Lawyermom (Washington DC)
@Myles Corcoran My in-laws immigrated from France to the US in the 1950s. One of them has a faint accent. The other sounds as if having cleared ICE for the first time. The latter also can’t carry a tune. Some people have an innate ability to adjust their accents, and others do not.
Scott Hester-Johnson (San Francisco)
@Myles Corcoran you need to avoid saying "coffee", "order" or "camera" in to pass in California. I did for nearly 30 years during which time I was only bust as being from New Jersey when I awded a cawfee. Oh, and "water". That's the big one, apparently.
Colin (Phoenix, AZ)
My elder daughter Jackie (how Australian is that?) does a wonderful Australian accent imitation to mock me (I've been in the US for 31 years, she was born in Melbourne but we moved here when she was 12 weeks old). Her best quip: Australian is the only language in which "no" has 9 syllables - naaoooeeeiiiiooo.
Marianne (Class M Planet)
@Colin I’ve been trying to imitate only that word for years and have failed miserably. I think there is a nasally “y” in there somewhere.
Matt (Oakland)
Thank you! The Australian “no” is impossible to imitate. Although you exaggerate — it only has about 7 syllables!!
Susan (Perth, Western Australia)
As a bonafide bihemispherical (Aussie and US citizen), I couldn't agree more that most assumed Australian accents are excruciatingly off-key. But to be fair, it's a tough one to master. I've lived here for over 30 years, and I'm still working on a 100% dinkum "g'day." One quibble though - Lindy Chamberlain's accent was actually a Kiwi-Aussie hybrid. (She was born in New Zealand.) So, weird though it sounds, I reckon Streep actually nailed it.
xenodoch (Brisbane, Australia)
I agree - I initially thought that Meryl Streep stuffed our accent up until I heard Lindy Chamberlain speak - she did absolutely nail it! Hardly anyone speaks like that though, so it won't do her much good for any future Aussie movies...
Jean Papillon (Wonthaggi)
Australians are not unique in having an accent difficult to imitate. French Canadians also speak in a way French people from France, Belgium etc can't replicate. In both cases their language and pronunciation evolved separately from the mother country due to distance and a different type of society.
Marcy R. (DC Metro)
@Jean Papillon I speak decent French, though not as good as I used to, and understand a variety of french accents, including Midi, Arabe and Ouest Africain. Quebecois, not so well!
AT (San Antonio, Texas)
@Jean Papillon Yes. I don't have much French, but can pick up on Québécois after a few words.
mammakay (New Orleans)
@Jean Papillon The same thing happens with the Cajun French language (yes, it is one). No actor has ever been able to pull it off.

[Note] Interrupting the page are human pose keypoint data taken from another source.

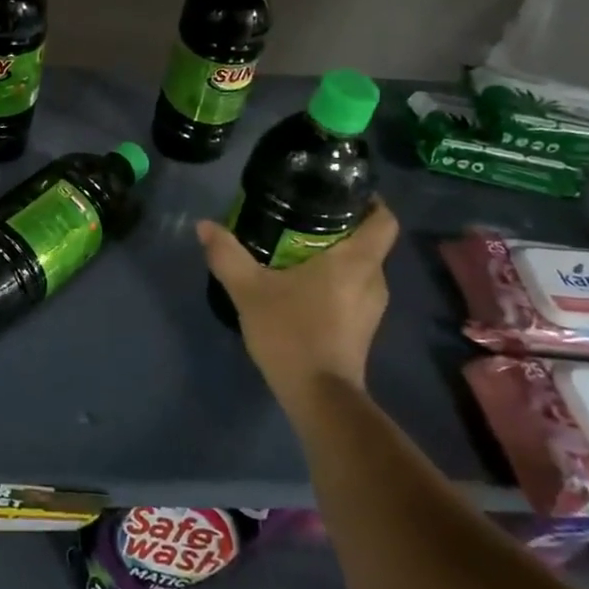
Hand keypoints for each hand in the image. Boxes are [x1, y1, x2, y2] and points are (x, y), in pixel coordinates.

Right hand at [198, 200, 398, 403]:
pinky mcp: (363, 327)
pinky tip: (302, 285)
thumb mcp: (249, 290)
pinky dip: (335, 280)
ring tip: (298, 248)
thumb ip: (226, 254)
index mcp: (356, 261)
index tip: (340, 191)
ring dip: (337, 255)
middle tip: (304, 216)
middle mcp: (373, 279)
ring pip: (361, 267)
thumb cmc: (292, 333)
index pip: (384, 219)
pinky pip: (354, 289)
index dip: (369, 201)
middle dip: (342, 226)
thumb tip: (204, 225)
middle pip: (369, 241)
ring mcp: (372, 307)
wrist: (319, 397)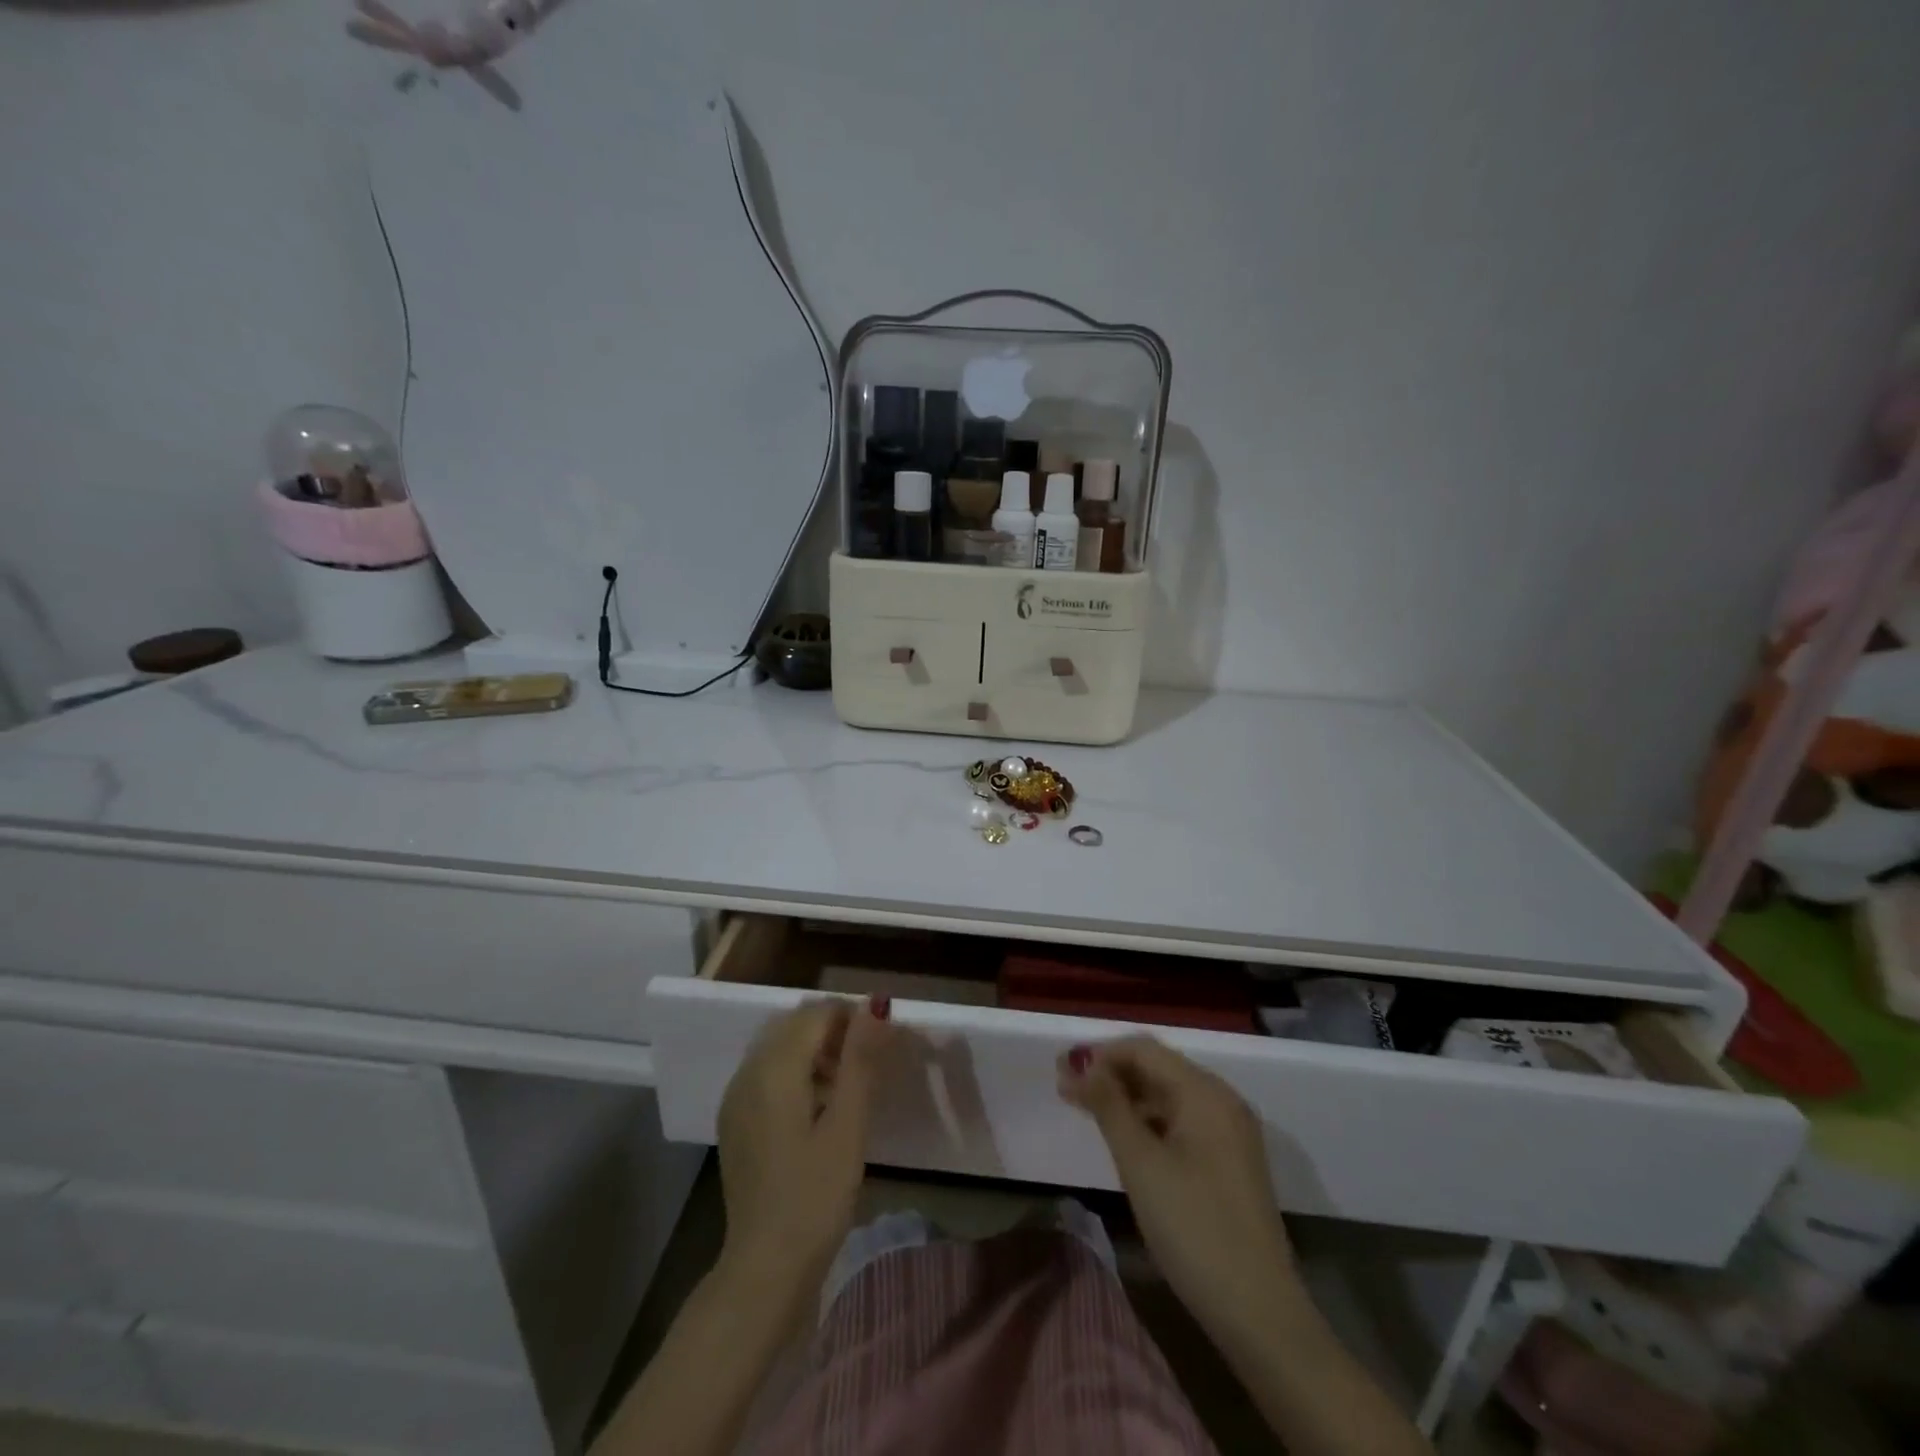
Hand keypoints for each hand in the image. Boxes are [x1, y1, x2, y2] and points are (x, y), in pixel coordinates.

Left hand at [717, 997, 894, 1298]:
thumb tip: (876, 1004)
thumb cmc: (815, 1196)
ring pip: (780, 1047)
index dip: (852, 1017)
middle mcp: (748, 1071)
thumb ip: (861, 1059)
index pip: (817, 1012)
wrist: (765, 1268)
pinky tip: (818, 1109)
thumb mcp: (848, 1125)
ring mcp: (736, 1097)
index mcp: (774, 1067)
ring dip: (815, 1050)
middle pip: (795, 1024)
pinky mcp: (735, 1121)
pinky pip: (767, 1073)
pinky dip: (795, 1073)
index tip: (881, 1044)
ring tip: (848, 1087)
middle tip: (868, 1064)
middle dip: (834, 1031)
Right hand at [1059, 1036, 1297, 1331]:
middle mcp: (1222, 1101)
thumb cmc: (1193, 1228)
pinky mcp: (1229, 1162)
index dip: (1100, 1054)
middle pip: (1157, 1070)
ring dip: (1126, 1098)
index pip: (1144, 1050)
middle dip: (1110, 1074)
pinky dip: (1148, 1122)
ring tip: (1085, 1110)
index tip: (1060, 1069)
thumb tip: (1082, 1062)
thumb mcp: (1141, 1163)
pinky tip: (1124, 1138)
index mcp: (1205, 1092)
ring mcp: (1230, 1133)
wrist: (1258, 1313)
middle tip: (1065, 1089)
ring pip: (1168, 1097)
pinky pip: (1181, 1123)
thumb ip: (1109, 1105)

irwinrfi (Crown Point, NY)
Wonderful piece about nothing important. Really lifted my spirits. And not a word about Trump. I rarely have trouble understanding Aussie talk on the Doctor Blake Mysteries. The show reminds me of the several happy visits we have made to Oz, especially the signature bird call that opens it. We have no bird that can imitate that call.
Marianne (france)
Very funny and interesting piece for someone who TRIES to hear the different English accents since that marvellous song Let's call the whole thing off:" You like tomato and I like tomahto"... But English is not the only langage with these problems: French is spoken outside France and we French laugh at the trailing accent of our Belgian and Swiss neighbours. As for the French Canadians, we looooove theirs (sooo cute, and memory of the past), but they get subtitled on French TV! They are not the only ones: people from the French Caribbean get the same treatment. As for regional accents, they were anathema until fairly recently if you wanted to be taken seriously, on TV, acting... But things change -slowly- and I was pleasantly surprised to hear a Southwestern voice in my audioguide in Malta (!). Anyway, thanks... mate.
Jeanne (NYC)
I spent 6 months in Toulouse. Putain con (excuse my French), do I love their accent! Too sad there are no French movies with actors from that region.
David U'Prichard (Kaló Neró, Messinia, Greece)
Spanish too - many years ago I had woman work colleagues from Madrid, Buenos Aires and Mexico City. Much fighting about who spoke the most authentic Spanish.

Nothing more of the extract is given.